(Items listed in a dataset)
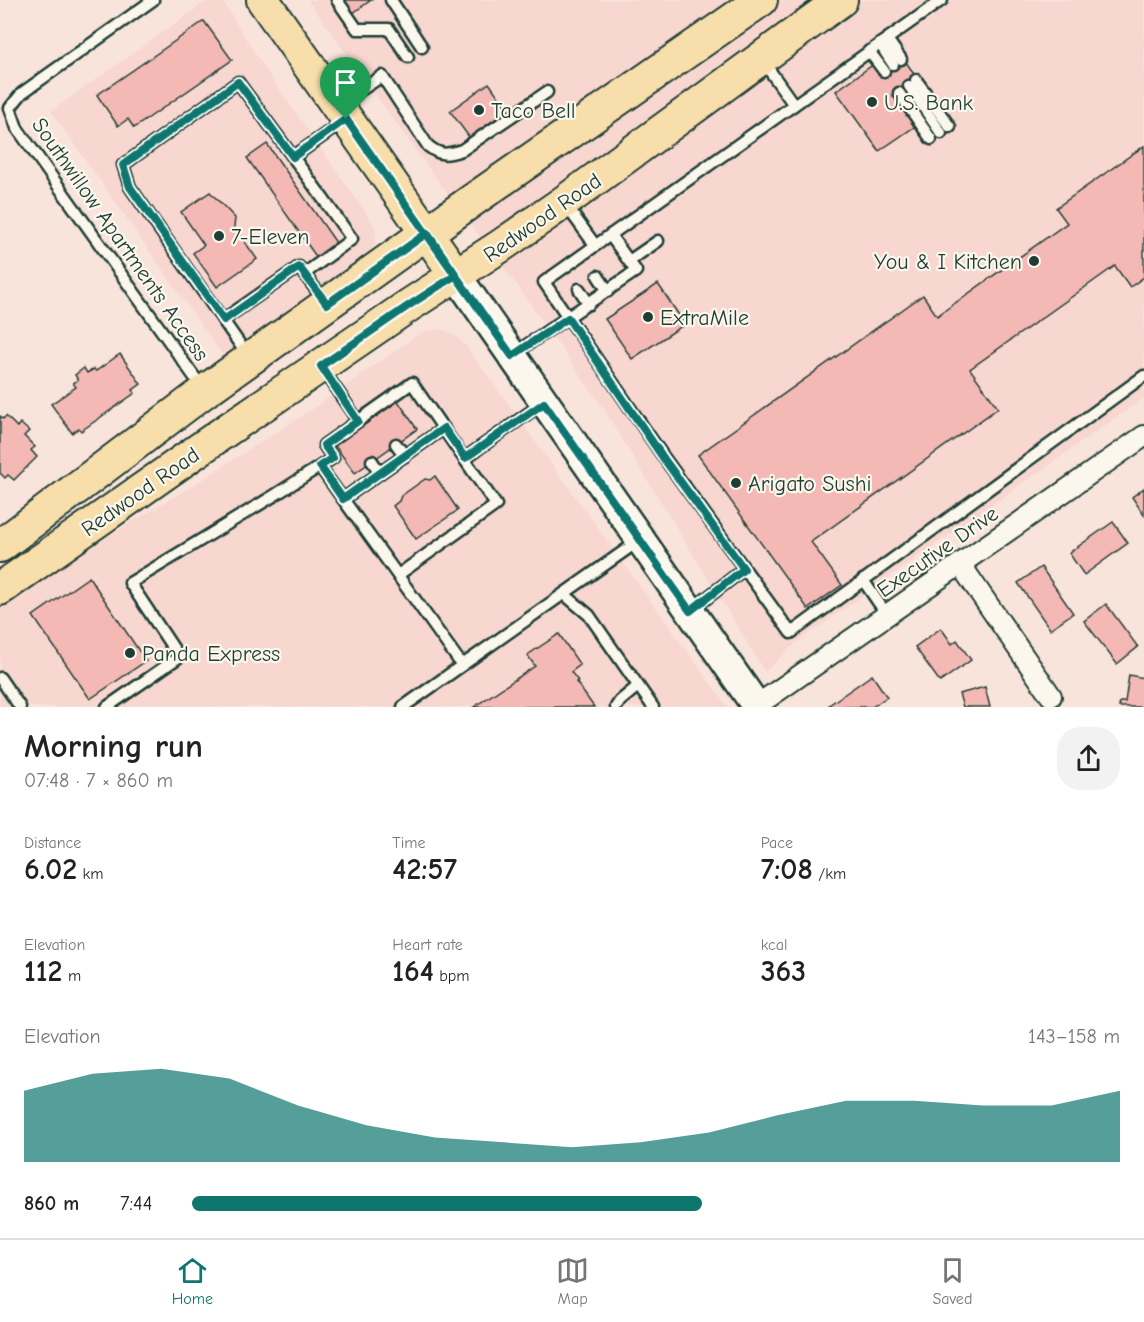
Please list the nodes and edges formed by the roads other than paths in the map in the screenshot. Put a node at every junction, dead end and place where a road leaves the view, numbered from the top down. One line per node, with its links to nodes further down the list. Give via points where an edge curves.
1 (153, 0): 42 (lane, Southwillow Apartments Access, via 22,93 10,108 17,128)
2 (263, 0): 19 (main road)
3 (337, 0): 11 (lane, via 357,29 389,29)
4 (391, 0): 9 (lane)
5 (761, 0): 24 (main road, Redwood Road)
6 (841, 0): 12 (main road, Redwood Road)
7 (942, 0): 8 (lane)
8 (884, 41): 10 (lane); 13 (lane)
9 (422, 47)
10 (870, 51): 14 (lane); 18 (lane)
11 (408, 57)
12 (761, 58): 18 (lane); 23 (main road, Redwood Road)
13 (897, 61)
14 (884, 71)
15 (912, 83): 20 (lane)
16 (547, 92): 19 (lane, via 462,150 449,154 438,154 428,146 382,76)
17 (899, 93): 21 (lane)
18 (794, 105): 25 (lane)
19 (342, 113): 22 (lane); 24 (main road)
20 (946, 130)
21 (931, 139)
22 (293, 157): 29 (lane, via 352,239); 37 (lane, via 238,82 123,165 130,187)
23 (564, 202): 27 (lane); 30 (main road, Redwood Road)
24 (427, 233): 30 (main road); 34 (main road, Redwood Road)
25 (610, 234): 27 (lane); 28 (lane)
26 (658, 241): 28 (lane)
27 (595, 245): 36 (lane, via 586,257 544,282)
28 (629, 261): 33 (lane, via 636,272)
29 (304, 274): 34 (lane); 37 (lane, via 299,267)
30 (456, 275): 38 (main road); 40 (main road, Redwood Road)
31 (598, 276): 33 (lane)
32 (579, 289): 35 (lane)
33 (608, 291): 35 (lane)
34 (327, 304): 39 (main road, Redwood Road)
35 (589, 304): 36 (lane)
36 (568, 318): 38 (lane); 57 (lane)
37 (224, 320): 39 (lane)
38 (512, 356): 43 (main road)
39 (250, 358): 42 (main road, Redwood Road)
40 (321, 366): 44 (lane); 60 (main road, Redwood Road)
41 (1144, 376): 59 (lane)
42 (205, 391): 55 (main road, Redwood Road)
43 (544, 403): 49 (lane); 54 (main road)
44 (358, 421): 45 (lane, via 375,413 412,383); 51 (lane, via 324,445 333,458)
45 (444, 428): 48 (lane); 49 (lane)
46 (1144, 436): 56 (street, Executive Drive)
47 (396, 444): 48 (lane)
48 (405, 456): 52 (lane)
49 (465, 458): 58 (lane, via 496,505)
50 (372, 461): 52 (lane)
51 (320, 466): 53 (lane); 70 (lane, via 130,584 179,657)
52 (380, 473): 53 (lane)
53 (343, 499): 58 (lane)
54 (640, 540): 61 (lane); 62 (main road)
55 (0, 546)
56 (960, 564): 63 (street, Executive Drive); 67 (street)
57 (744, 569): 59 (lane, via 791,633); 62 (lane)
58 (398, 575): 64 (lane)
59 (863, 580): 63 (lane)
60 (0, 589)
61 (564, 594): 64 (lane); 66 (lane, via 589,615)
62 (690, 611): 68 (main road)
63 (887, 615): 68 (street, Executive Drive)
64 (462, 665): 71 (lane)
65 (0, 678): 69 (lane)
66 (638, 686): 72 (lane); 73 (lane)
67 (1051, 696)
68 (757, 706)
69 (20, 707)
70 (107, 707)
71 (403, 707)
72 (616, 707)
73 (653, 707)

__WHAT IS REQUIRED__: Every line of the data above is to be repeated exactly; the images are to be left out.

__RESULT BELOW__:
Please list the nodes and edges formed by the roads other than paths in the map in the screenshot. Put a node at every junction, dead end and place where a road leaves the view, numbered from the top down. One line per node, with its links to nodes further down the list. Give via points where an edge curves.
1 (153, 0): 42 (lane, Southwillow Apartments Access, via 22,93 10,108 17,128)
2 (263, 0): 19 (main road)
3 (337, 0): 11 (lane, via 357,29 389,29)
4 (391, 0): 9 (lane)
5 (761, 0): 24 (main road, Redwood Road)
6 (841, 0): 12 (main road, Redwood Road)
7 (942, 0): 8 (lane)
8 (884, 41): 10 (lane); 13 (lane)
9 (422, 47)
10 (870, 51): 14 (lane); 18 (lane)
11 (408, 57)
12 (761, 58): 18 (lane); 23 (main road, Redwood Road)
13 (897, 61)
14 (884, 71)
15 (912, 83): 20 (lane)
16 (547, 92): 19 (lane, via 462,150 449,154 438,154 428,146 382,76)
17 (899, 93): 21 (lane)
18 (794, 105): 25 (lane)
19 (342, 113): 22 (lane); 24 (main road)
20 (946, 130)
21 (931, 139)
22 (293, 157): 29 (lane, via 352,239); 37 (lane, via 238,82 123,165 130,187)
23 (564, 202): 27 (lane); 30 (main road, Redwood Road)
24 (427, 233): 30 (main road); 34 (main road, Redwood Road)
25 (610, 234): 27 (lane); 28 (lane)
26 (658, 241): 28 (lane)
27 (595, 245): 36 (lane, via 586,257 544,282)
28 (629, 261): 33 (lane, via 636,272)
29 (304, 274): 34 (lane); 37 (lane, via 299,267)
30 (456, 275): 38 (main road); 40 (main road, Redwood Road)
31 (598, 276): 33 (lane)
32 (579, 289): 35 (lane)
33 (608, 291): 35 (lane)
34 (327, 304): 39 (main road, Redwood Road)
35 (589, 304): 36 (lane)
36 (568, 318): 38 (lane); 57 (lane)
37 (224, 320): 39 (lane)
38 (512, 356): 43 (main road)
39 (250, 358): 42 (main road, Redwood Road)
40 (321, 366): 44 (lane); 60 (main road, Redwood Road)
41 (1144, 376): 59 (lane)
42 (205, 391): 55 (main road, Redwood Road)
43 (544, 403): 49 (lane); 54 (main road)
44 (358, 421): 45 (lane, via 375,413 412,383); 51 (lane, via 324,445 333,458)
45 (444, 428): 48 (lane); 49 (lane)
46 (1144, 436): 56 (street, Executive Drive)
47 (396, 444): 48 (lane)
48 (405, 456): 52 (lane)
49 (465, 458): 58 (lane, via 496,505)
50 (372, 461): 52 (lane)
51 (320, 466): 53 (lane); 70 (lane, via 130,584 179,657)
52 (380, 473): 53 (lane)
53 (343, 499): 58 (lane)
54 (640, 540): 61 (lane); 62 (main road)
55 (0, 546)
56 (960, 564): 63 (street, Executive Drive); 67 (street)
57 (744, 569): 59 (lane, via 791,633); 62 (lane)
58 (398, 575): 64 (lane)
59 (863, 580): 63 (lane)
60 (0, 589)
61 (564, 594): 64 (lane); 66 (lane, via 589,615)
62 (690, 611): 68 (main road)
63 (887, 615): 68 (street, Executive Drive)
64 (462, 665): 71 (lane)
65 (0, 678): 69 (lane)
66 (638, 686): 72 (lane); 73 (lane)
67 (1051, 696)
68 (757, 706)
69 (20, 707)
70 (107, 707)
71 (403, 707)
72 (616, 707)
73 (653, 707)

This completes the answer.